Déom argued much of what was reported came out of the Charbonneau Commission and that an article in Le Journal de Montréal central to Charest’s lawsuit did not reveal much about his private life.

The Journal article, published in April 2017, contained details about information UPAC investigators sought pertaining to Charest and Bibeau. For example, investigators asked the Canada Border Services Agency on how many times the two men crossed the Canadian border, and for details on Charest’s passport.

According to the newspaper, UPAC in 2016 tried to obtain warrants to listen in on the men’s conversations, four years after Charest stopped being premier.

“It was a shock to see that article,” Charest testified Monday. “It was an article that the Journal de Montréal and Quebecor made a lot of noise with on all of their platforms.

“It is eye-opening to wake up in the morning and see yourself presented as a criminal, because that is the inference. I had to go into work that morning and I had work colleagues (where he served as a consultant for a private company) who saw it, everyone had seen it. It was frustrating but it was also humiliating.

“The damage was done.”

He called the leaks coming out of UPAC “systemic.” He said he has had to continue reliving the allegations and feels like he is trapped in a circle whenever controversies involving UPAC arise.

“It weighs very heavily on me. I wake up in the morning and say ‘put your happy face on and go to work’,” he said. “It’s like being in a Ponzi scheme, where it’s one investigation on top of another investigation on top of another investigation.

“Every time they bring up an investigation they mention the investigation at the base of everything — the investigation into me.”

Charest said he didn’t want to file the lawsuit and asked instead for an apology from the provincial government. At first, he said, there were no replies to his request. Then, after the lawsuit was filed, the CAQ government approached him and asked Charest to recommend what could be done. But, he said, his name was dragged out again, by the provincial government, in October 2021.

While being asked questions about UPAC in the National Assembly, then deputy-premier Geneviève Guilbault rose to answer one of them while holding a copy of a book published by Quebecor called PLQ Inc. Charest’s face is on the cover of the book and Charest said it brought up all the allegations brought up by Operation Mâchurer in the past. Guilbault held up the book while saying the leaks out of UPAC started while the Charest Liberals were in power.

“It was really disrespectful,” Charest said of Guilbault’s gesture. “It is really scornful of the institutions and of someone’s private life, of the courts, the National Assembly. I have never seen anything like it. I had been a parliamentarian for 28 years. I had never seen something so odious as that.”

Charest said that, to this day, he still doesn’t know if his conversations were ever recorded.

On May 4, 2017, Robert Lafrenière, head of UPAC at the time, was called to testify before a committee at the National Assembly and conceded the leaks came from the anticorruption squad. He told the committee he had ordered an administrative investigation and said: “I ardently hope to reach a conclusion and that we find the bandit who did this.”

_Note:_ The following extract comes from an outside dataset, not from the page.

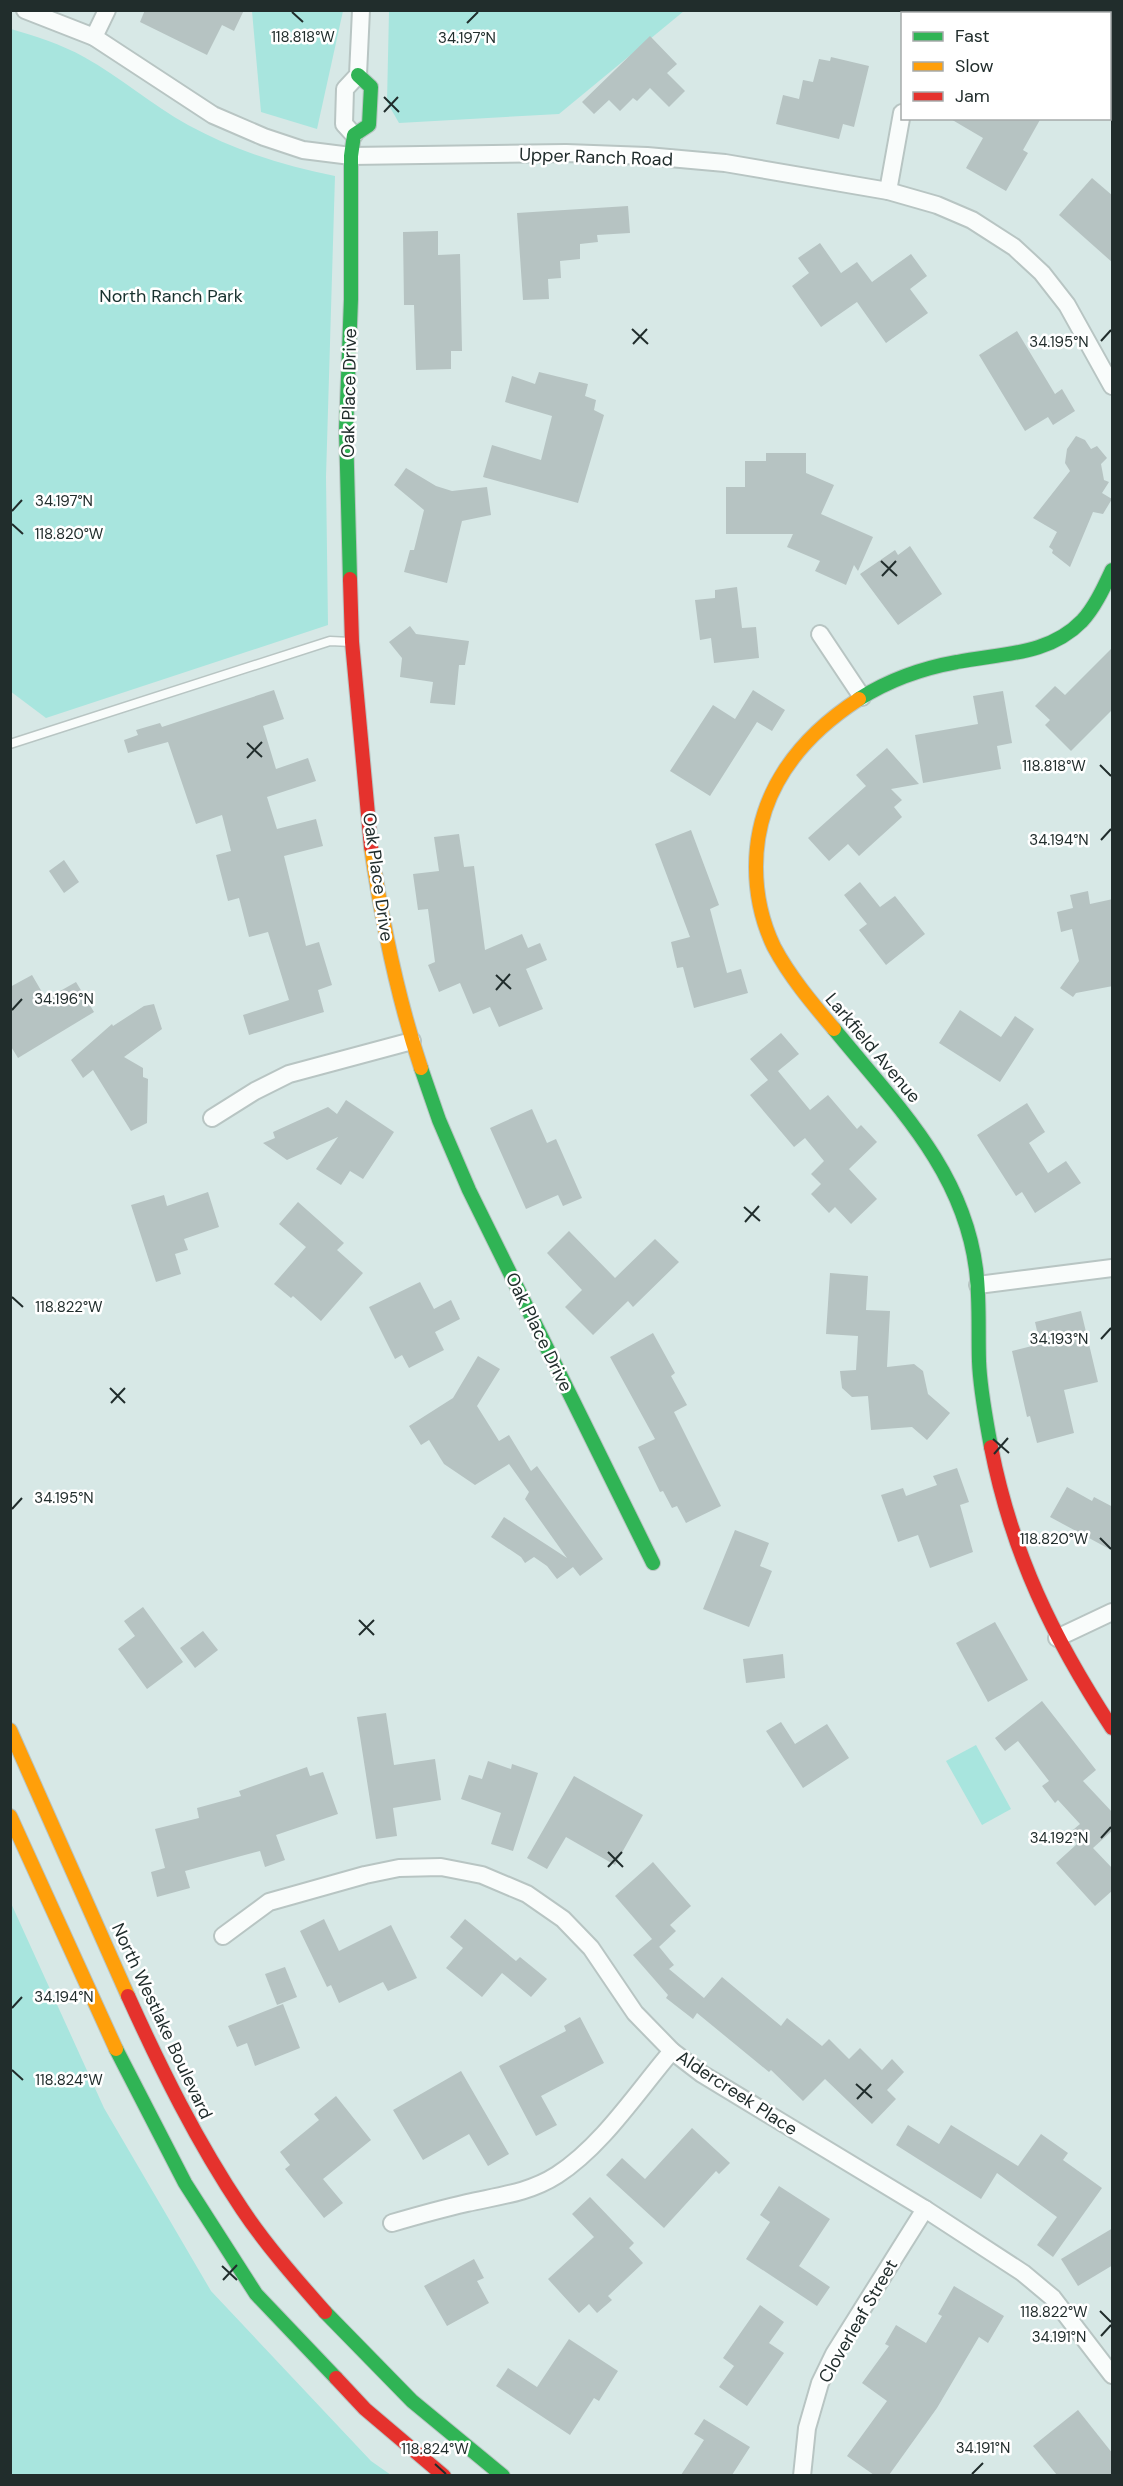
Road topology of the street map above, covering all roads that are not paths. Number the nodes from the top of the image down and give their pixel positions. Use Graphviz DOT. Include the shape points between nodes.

On Wednesday, Déom argued the people who manage UPAC investigations are Sûreté du Québec officers and “they are isolated” from government figures like the public security minister and the attorney general when it comes to information gathered in an investigation.

In his statement of claim, Charest notes the provincial government did not launch an investigation into the leaks until more than a year later, on Oct. 25, 2018. The investigation was handed to two people working under Lafrenière at UPAC; Charest argues it should have been handled by the Bureau des enquêtes indépendantes (BEI) or another police force.

Charest argues UPAC’s actions demonstrated a “flagrant absence of will to correct the situation and to take the necessary measures the law calls for” to protect personal information.

After Déom completed his arguments, the judge said he will deliberate on the matter before delivering his decision.